Es sabido que el neoliberalismo no respeta nada y destruye sistemáticamente todas las formas de vida conocidas. La gran pregunta que muchos de nosotros nos hacemos es cómo poner un límite a tanta destrucción.
Estaba escuchando la presentación del libro del japonés Jun Fuyita Hirose: Cómo ponerle un límite absoluto al capitalismo. Filosofía política en Deleuze y Guattari, publicado recientemente por Tinta Limón Ediciones.
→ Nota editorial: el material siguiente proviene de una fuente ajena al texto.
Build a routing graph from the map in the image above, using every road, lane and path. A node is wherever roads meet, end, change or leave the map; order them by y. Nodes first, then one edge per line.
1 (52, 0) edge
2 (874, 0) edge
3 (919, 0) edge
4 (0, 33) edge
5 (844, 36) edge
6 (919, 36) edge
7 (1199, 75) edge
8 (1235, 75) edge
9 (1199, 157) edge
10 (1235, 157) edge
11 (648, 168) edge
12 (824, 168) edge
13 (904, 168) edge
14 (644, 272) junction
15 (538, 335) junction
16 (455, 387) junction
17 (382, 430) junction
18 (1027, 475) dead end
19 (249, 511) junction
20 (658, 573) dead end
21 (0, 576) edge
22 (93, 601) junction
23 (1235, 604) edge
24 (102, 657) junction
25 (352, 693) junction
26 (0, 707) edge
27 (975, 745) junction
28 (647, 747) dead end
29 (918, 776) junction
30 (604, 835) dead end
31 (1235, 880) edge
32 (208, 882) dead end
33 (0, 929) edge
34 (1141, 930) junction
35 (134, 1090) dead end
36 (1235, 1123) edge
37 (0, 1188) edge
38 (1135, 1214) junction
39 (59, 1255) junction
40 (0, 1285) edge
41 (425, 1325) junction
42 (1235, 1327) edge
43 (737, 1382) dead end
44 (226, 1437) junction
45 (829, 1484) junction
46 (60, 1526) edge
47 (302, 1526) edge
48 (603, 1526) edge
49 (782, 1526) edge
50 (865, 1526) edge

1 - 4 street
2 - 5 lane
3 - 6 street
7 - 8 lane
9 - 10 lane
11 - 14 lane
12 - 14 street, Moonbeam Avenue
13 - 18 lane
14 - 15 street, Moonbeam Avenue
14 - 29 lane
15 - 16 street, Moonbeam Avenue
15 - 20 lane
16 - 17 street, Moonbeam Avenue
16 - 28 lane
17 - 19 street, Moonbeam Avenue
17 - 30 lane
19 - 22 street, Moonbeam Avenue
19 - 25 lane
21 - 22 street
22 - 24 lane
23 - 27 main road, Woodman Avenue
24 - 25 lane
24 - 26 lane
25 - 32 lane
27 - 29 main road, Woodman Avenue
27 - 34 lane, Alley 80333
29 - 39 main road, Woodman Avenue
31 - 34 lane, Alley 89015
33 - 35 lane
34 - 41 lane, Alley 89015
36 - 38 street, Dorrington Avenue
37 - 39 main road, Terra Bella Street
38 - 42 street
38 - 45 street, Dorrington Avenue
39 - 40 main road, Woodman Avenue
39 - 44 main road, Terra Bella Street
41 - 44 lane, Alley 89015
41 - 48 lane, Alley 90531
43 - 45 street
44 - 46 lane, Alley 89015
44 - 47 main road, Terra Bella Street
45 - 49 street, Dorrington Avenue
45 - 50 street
En dicha presentación participaron de manera virtual el escritor Franco Bifo Berardi, Diego Sztulwark y el propio Jun Fuyita Hirose. 
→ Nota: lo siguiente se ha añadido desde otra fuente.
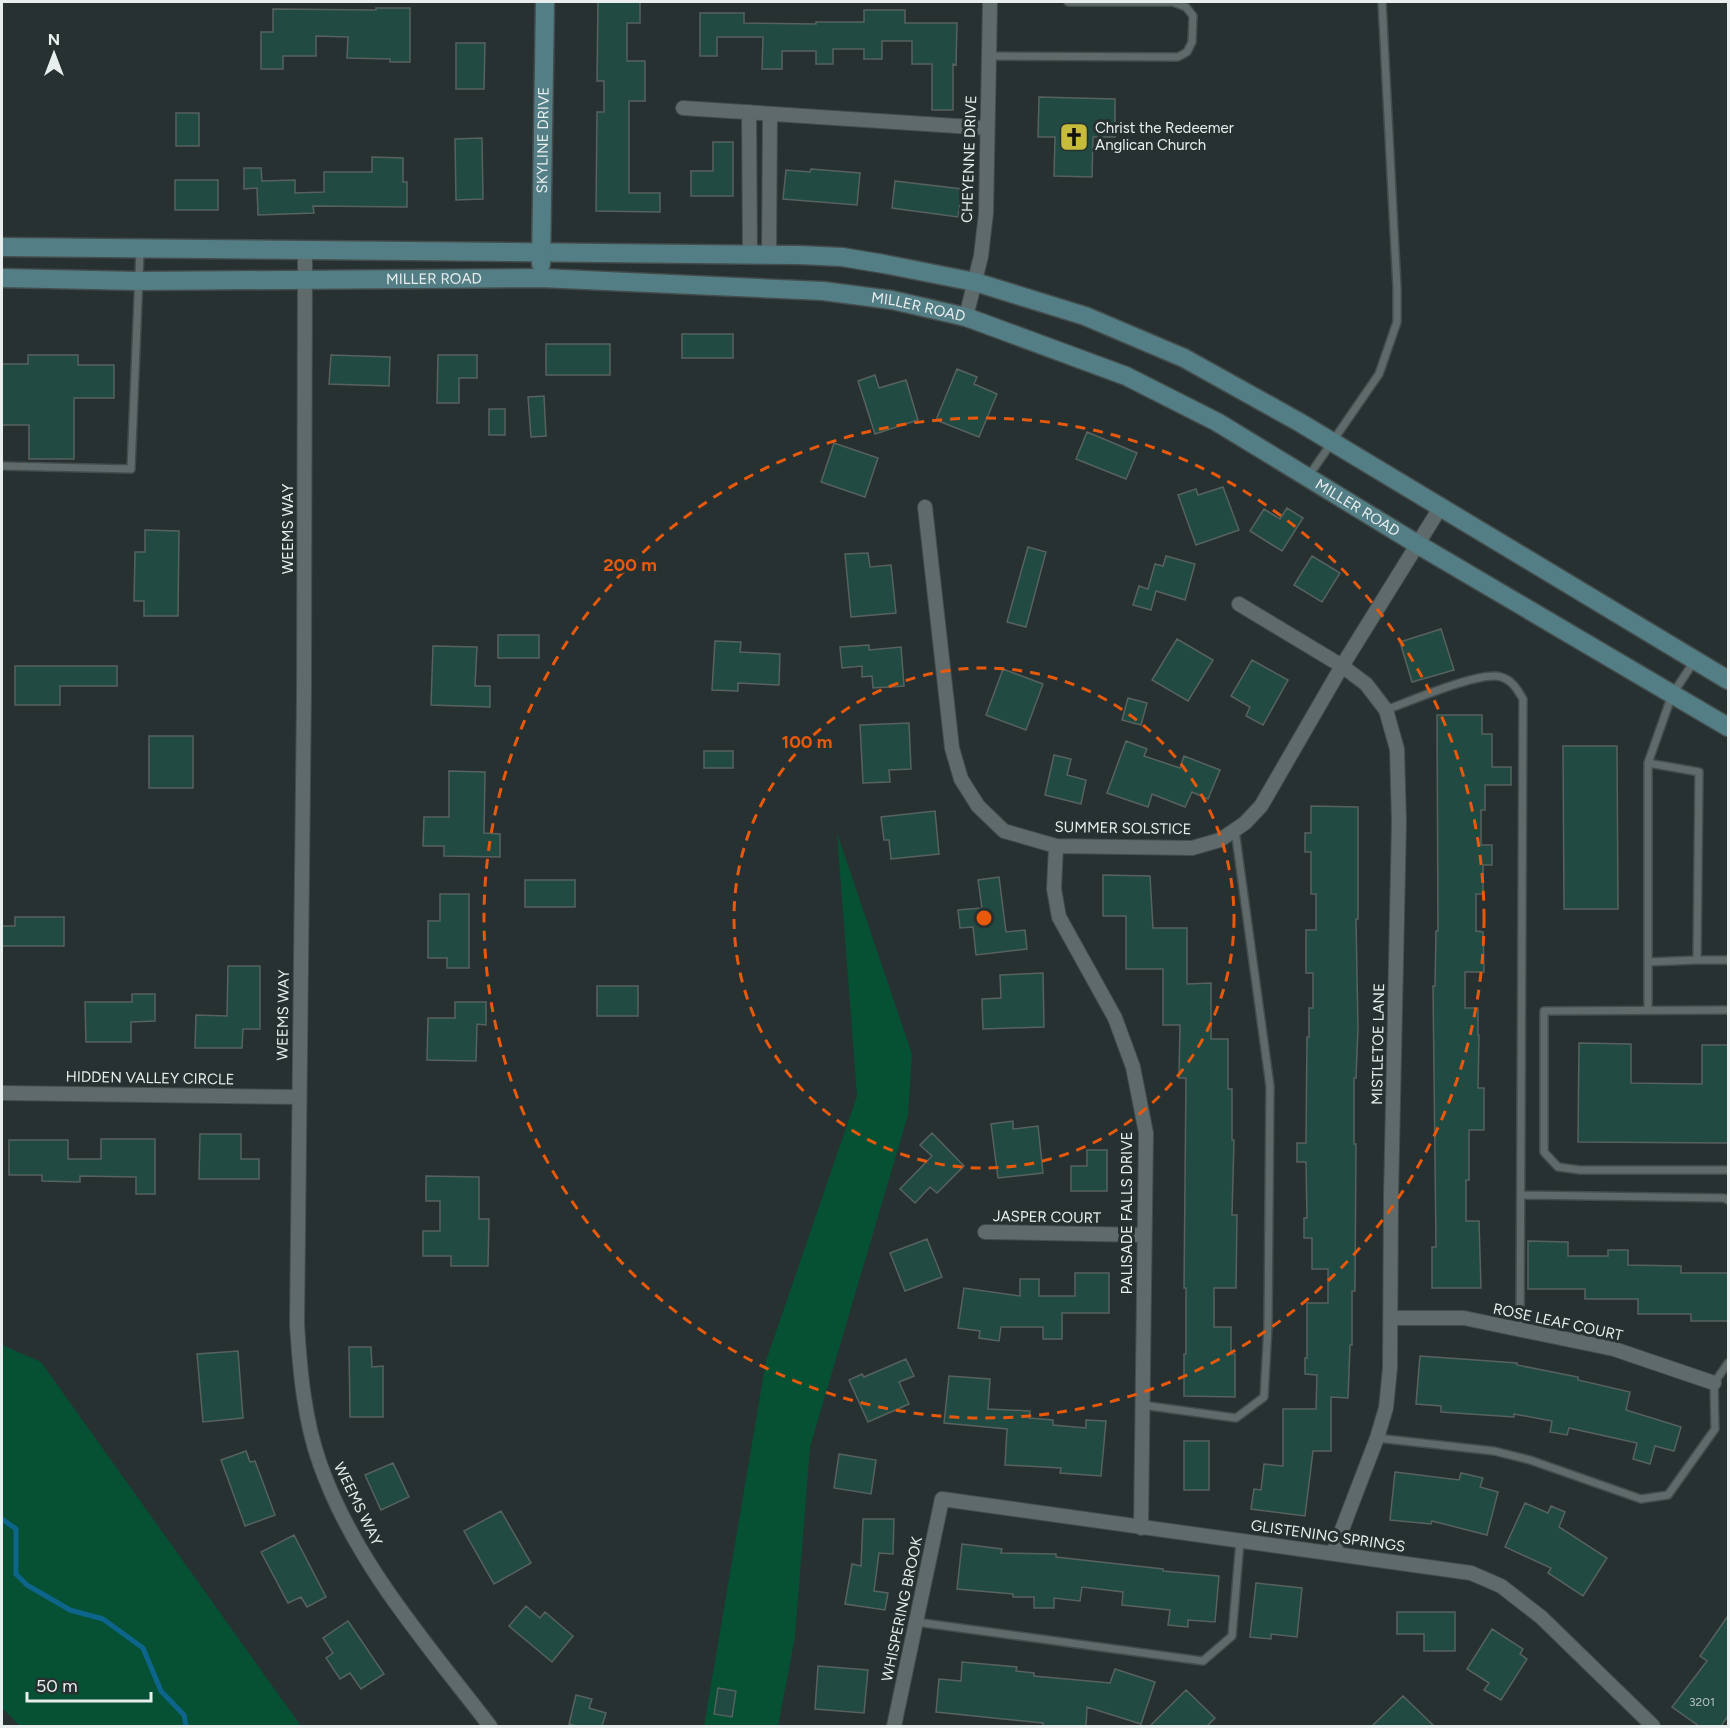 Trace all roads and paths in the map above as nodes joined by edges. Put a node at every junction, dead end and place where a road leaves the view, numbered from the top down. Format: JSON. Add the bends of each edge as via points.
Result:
{"nodes":[{"id":1,"x":545,"y":2,"type":"edge"},
{"id":2,"x":990,"y":2,"type":"edge"},
{"id":3,"x":1068,"y":2,"type":"edge"},
{"id":4,"x":1382,"y":2,"type":"edge"},
{"id":5,"x":989,"y":56,"type":"junction"},
{"id":6,"x":683,"y":108,"type":"dead end"},
{"id":7,"x":749,"y":112,"type":"junction"},
{"id":8,"x":770,"y":114,"type":"junction"},
{"id":9,"x":987,"y":128,"type":"junction"},
{"id":10,"x":2,"y":247,"type":"edge"},
{"id":11,"x":140,"y":248,"type":"junction"},
{"id":12,"x":305,"y":250,"type":"junction"},
{"id":13,"x":541,"y":252,"type":"junction"},
{"id":14,"x":750,"y":254,"type":"junction"},
{"id":15,"x":769,"y":254,"type":"junction"},
{"id":16,"x":2,"y":278,"type":"edge"},
{"id":17,"x":541,"y":278,"type":"junction"},
{"id":18,"x":138,"y":280,"type":"junction"},
{"id":19,"x":305,"y":280,"type":"junction"},
{"id":20,"x":975,"y":282,"type":"junction"},
{"id":21,"x":966,"y":316,"type":"junction"},
{"id":22,"x":1333,"y":443,"type":"junction"},
{"id":23,"x":2,"y":466,"type":"edge"},
{"id":24,"x":1308,"y":477,"type":"junction"},
{"id":25,"x":925,"y":507,"type":"dead end"},
{"id":26,"x":1440,"y":508,"type":"junction"},
{"id":27,"x":1417,"y":544,"type":"junction"},
{"id":28,"x":1239,"y":604,"type":"dead end"},
{"id":29,"x":1695,"y":660,"type":"junction"},
{"id":30,"x":1342,"y":666,"type":"junction"},
{"id":31,"x":1728,"y":680,"type":"edge"},
{"id":32,"x":1672,"y":695,"type":"junction"},
{"id":33,"x":1386,"y":710,"type":"junction"},
{"id":34,"x":1728,"y":727,"type":"edge"},
{"id":35,"x":1648,"y":763,"type":"junction"},
{"id":36,"x":1234,"y":830,"type":"junction"},
{"id":37,"x":1056,"y":846,"type":"junction"},
{"id":38,"x":1697,"y":960,"type":"junction"},
{"id":39,"x":1728,"y":960,"type":"edge"},
{"id":40,"x":1648,"y":962,"type":"junction"},
{"id":41,"x":1648,"y":1010,"type":"junction"},
{"id":42,"x":1728,"y":1010,"type":"edge"},
{"id":43,"x":2,"y":1093,"type":"edge"},
{"id":44,"x":299,"y":1097,"type":"junction"},
{"id":45,"x":1728,"y":1170,"type":"edge"},
{"id":46,"x":1521,"y":1195,"type":"junction"},
{"id":47,"x":1728,"y":1200,"type":"edge"},
{"id":48,"x":985,"y":1232,"type":"dead end"},
{"id":49,"x":1144,"y":1235,"type":"junction"},
{"id":50,"x":1391,"y":1318,"type":"junction"},
{"id":51,"x":1520,"y":1331,"type":"junction"},
{"id":52,"x":1728,"y":1363,"type":"edge"},
{"id":53,"x":1714,"y":1383,"type":"junction"},
{"id":54,"x":1142,"y":1405,"type":"junction"},
{"id":55,"x":1377,"y":1438,"type":"junction"},
{"id":56,"x":942,"y":1499,"type":"joint"},
{"id":57,"x":1141,"y":1528,"type":"junction"},
{"id":58,"x":1240,"y":1541,"type":"junction"},
{"id":59,"x":1333,"y":1553,"type":"junction"},
{"id":60,"x":916,"y":1622,"type":"junction"},
{"id":61,"x":490,"y":1726,"type":"edge"},
{"id":62,"x":894,"y":1726,"type":"edge"},
{"id":63,"x":1653,"y":1726,"type":"edge"}],
"edges":[{"from":1,"to":13,"type":"main road","name":"SKYLINE DRIVE"},
{"from":2,"to":5,"type":"street","name":"CHEYENNE DRIVE"},
{"from":3,"to":5,"type":"lane","via":[[1173,2],[1186,7],[1193,16],[1191,42],[1187,52],[1178,57]]},
{"from":4,"to":22,"type":"lane","via":[[1397,322],[1379,374]]},
{"from":5,"to":9,"type":"street","name":"CHEYENNE DRIVE"},
{"from":6,"to":7,"type":"street"},
{"from":7,"to":8,"type":"street"},
{"from":7,"to":14,"type":"street"},
{"from":8,"to":9,"type":"street"},
{"from":8,"to":15,"type":"street"},
{"from":9,"to":20,"type":"street","name":"CHEYENNE DRIVE","via":[[986,213]]},
{"from":10,"to":11,"type":"main road","name":"MILLER ROAD"},
{"from":11,"to":12,"type":"main road","name":"MILLER ROAD"},
{"from":11,"to":18,"type":"lane"},
{"from":12,"to":13,"type":"main road","name":"MILLER ROAD"},
{"from":12,"to":19,"type":"street","name":"WEEMS WAY"},
{"from":13,"to":14,"type":"main road","name":"MILLER ROAD"},
{"from":13,"to":17,"type":"main road","name":"SKYLINE DRIVE"},
{"from":14,"to":15,"type":"main road","name":"MILLER ROAD"},
{"from":15,"to":20,"type":"main road","name":"MILLER ROAD","via":[[842,257]]},
{"from":16,"to":18,"type":"main road","name":"MILLER ROAD"},
{"from":17,"to":19,"type":"main road","name":"MILLER ROAD"},
{"from":17,"to":21,"type":"main road","name":"MILLER ROAD","via":[[823,291],[892,300]]},
{"from":18,"to":19,"type":"main road","name":"MILLER ROAD"},
{"from":18,"to":23,"type":"lane","via":[[131,469]]},
{"from":19,"to":44,"type":"street","name":"WEEMS WAY"},
{"from":20,"to":21,"type":"street","name":"CHEYENNE DRIVE"},
{"from":20,"to":22,"type":"main road","name":"MILLER ROAD","via":[[1085,316],[1185,358]]},
{"from":21,"to":24,"type":"main road","name":"MILLER ROAD","via":[[1126,376]]},
{"from":22,"to":24,"type":"lane"},
{"from":22,"to":26,"type":"main road","name":"MILLER ROAD"},
{"from":24,"to":27,"type":"main road","name":"MILLER ROAD"},
{"from":25,"to":37,"type":"street","name":"SUMMER SOLSTICE","via":[[952,748],[961,779],[978,806],[1004,831]]},
{"from":26,"to":27,"type":"street","name":"SUMMER SOLSTICE"},
{"from":26,"to":29,"type":"main road","name":"MILLER ROAD"},
{"from":27,"to":30,"type":"street","name":"SUMMER SOLSTICE"},
{"from":27,"to":32,"type":"main road","name":"MILLER ROAD"},
{"from":28,"to":30,"type":"street","name":"MISTLETOE LANE"},
{"from":29,"to":31,"type":"main road","name":"MILLER ROAD"},
{"from":29,"to":32,"type":"lane"},
{"from":30,"to":33,"type":"street","name":"MISTLETOE LANE","via":[[1366,684]]},
{"from":30,"to":36,"type":"street","name":"SUMMER SOLSTICE","via":[[1261,806]]},
{"from":32,"to":34,"type":"main road","name":"MILLER ROAD"},
{"from":32,"to":35,"type":"lane"},
{"from":33,"to":46,"type":"lane","via":[[1483,676],[1500,676],[1515,684],[1523,699]]},
{"from":33,"to":50,"type":"street","name":"MISTLETOE LANE","via":[[1397,749],[1399,822]]},
{"from":35,"to":38,"type":"lane","via":[[1699,772]]},
{"from":35,"to":40,"type":"lane"},
{"from":36,"to":37,"type":"street","name":"SUMMER SOLSTICE","via":[[1220,840],[1192,848]]},
{"from":36,"to":54,"type":"lane","via":[[1270,1086],[1264,1396],[1236,1418]]},
{"from":37,"to":49,"type":"street","name":"PALISADE FALLS DRIVE","via":[[1054,890],[1059,917],[1115,1018],[1134,1067],[1146,1133]]},
{"from":38,"to":39,"type":"lane"},
{"from":38,"to":40,"type":"lane"},
{"from":40,"to":41,"type":"lane"},
{"from":41,"to":42,"type":"lane"},
{"from":41,"to":45,"type":"lane","via":[[1544,1011],[1544,1152],[1558,1167],[1580,1170]]},
{"from":43,"to":44,"type":"street","name":"HIDDEN VALLEY CIRCLE"},
{"from":44,"to":61,"type":"street","name":"WEEMS WAY","via":[[297,1324],[300,1375],[319,1461],[358,1548]]},
{"from":46,"to":47,"type":"lane"},
{"from":46,"to":51,"type":"lane"},
{"from":48,"to":49,"type":"street","name":"JASPER COURT"},
{"from":49,"to":54,"type":"street","name":"PALISADE FALLS DRIVE"},
{"from":50,"to":51,"type":"street","name":"ROSE LEAF COURT","via":[[1464,1318]]},
{"from":50,"to":55,"type":"street","name":"MISTLETOE LANE","via":[[1387,1398]]},
{"from":51,"to":53,"type":"street","name":"ROSE LEAF COURT","via":[[1614,1349]]},
{"from":52,"to":53,"type":"lane"},
{"from":53,"to":55,"type":"lane","via":[[1715,1429],[1668,1495],[1659,1497],[1641,1499],[1494,1451]]},
{"from":54,"to":57,"type":"street","name":"PALISADE FALLS DRIVE"},
{"from":55,"to":59,"type":"street","name":"MISTLETOE LANE"},
{"from":56,"to":57,"type":"street","name":"GLISTENING SPRINGS"},
{"from":56,"to":60,"type":"street","name":"WHISPERING BROOK"},
{"from":57,"to":58,"type":"street","name":"GLISTENING SPRINGS"},
{"from":58,"to":59,"type":"street","name":"GLISTENING SPRINGS"},
{"from":58,"to":60,"type":"lane","via":[[1232,1636],[1203,1660]]},
{"from":59,"to":63,"type":"street","name":"GLISTENING SPRINGS","via":[[1471,1573],[1501,1586],[1541,1617]]},
{"from":60,"to":62,"type":"street","name":"WHISPERING BROOK"}]}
Hubo algo que llamó mi atención de este encuentro. Una digresión que tiene el propio Bifo, siempre tan lúcido para intentar comprender e interpretar los acontecimientos que estamos viviendo actualmente sin demonizar. Y digo sin demonizar porque estamos viviendo un tiempo tan polarizado que no nos permite tener una visión amplia de lo que acontece.
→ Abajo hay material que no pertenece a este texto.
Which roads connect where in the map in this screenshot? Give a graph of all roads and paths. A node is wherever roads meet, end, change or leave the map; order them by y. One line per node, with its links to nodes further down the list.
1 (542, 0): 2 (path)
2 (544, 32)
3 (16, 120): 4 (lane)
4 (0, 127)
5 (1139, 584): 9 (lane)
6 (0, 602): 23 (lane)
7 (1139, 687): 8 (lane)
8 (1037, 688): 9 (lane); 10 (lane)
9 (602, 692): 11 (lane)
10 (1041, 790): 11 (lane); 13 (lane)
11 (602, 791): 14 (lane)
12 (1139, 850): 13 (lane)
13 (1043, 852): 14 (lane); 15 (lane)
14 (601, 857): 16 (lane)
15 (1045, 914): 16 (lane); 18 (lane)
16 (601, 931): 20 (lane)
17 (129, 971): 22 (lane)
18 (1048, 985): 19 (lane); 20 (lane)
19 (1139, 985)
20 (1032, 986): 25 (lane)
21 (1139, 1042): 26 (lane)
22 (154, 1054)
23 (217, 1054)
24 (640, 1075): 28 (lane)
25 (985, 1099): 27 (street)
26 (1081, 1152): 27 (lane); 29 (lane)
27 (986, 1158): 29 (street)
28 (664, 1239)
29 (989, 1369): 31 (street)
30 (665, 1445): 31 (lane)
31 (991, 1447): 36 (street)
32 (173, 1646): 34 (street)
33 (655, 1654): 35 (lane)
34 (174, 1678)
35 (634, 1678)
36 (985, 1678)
Muchos de nosotros nos preguntamos por qué hay tanta gente que no quiere vacunarse contra la covid-19. En lo particular yo me encuentro con colegas, amigos, gente que no sólo le teme a los efectos de la vacuna sino que encontró paradójicamente  un modo de resistencia antisistema en esta acción: no vacunarse. Sobre este punto, hubo algo que comentó Bifo que me impactó fuertemente. Bifo trae a colación un libro de Jean Baudrillard El intercambio simbólico y la muerte. En dicho libro, Baudrillard reconoce que el límite al capitalismo es la muerte. Dicho esto, Bifo aclara que actualmente vivimos un tiempo cuyo único horizonte posible parecería ser la extinción humana. De modo que sólo resta devenir-nada. Lejos ha quedado esos tiempos donde el deseo jugaba un papel positivo, expansivo. En esta época pandémica hay un deseo colectivo de nada. Vivimos tiempos en los que aparecen manifestaciones masivas en París, Italia contra la vacunación. Lejos de demonizar estas acciones, Bifo dice que debemos interpretar. Hay una locura nueva en la voz de la historia. Esta locura es la locura de una mente colectiva que se enfrenta al producto final del capitalismo que es la muerte. El carácter necropolítico del capitalismo ha quedado totalmente descubierto. Devenir-nada. Dispersión versus acumulación. El devenir-nada como una posible reinvención de la vida. Porque esto que estamos viviendo no es vida. Entonces cabe preguntarse cómo se articula esta nada con una táctica que nos permita salir de este necro-horizonte, que nos permita articular una máquina de guerra (en este punto el libro de Jun parece tener mucho para decir). 
Porque hay otros devenires, quizás. Devenir-mujeres contra la lógica del extractivismo y la explotación. Devenir-animal, devenir-menor, devenir-otro. Siempre, siempre del lado de la vida.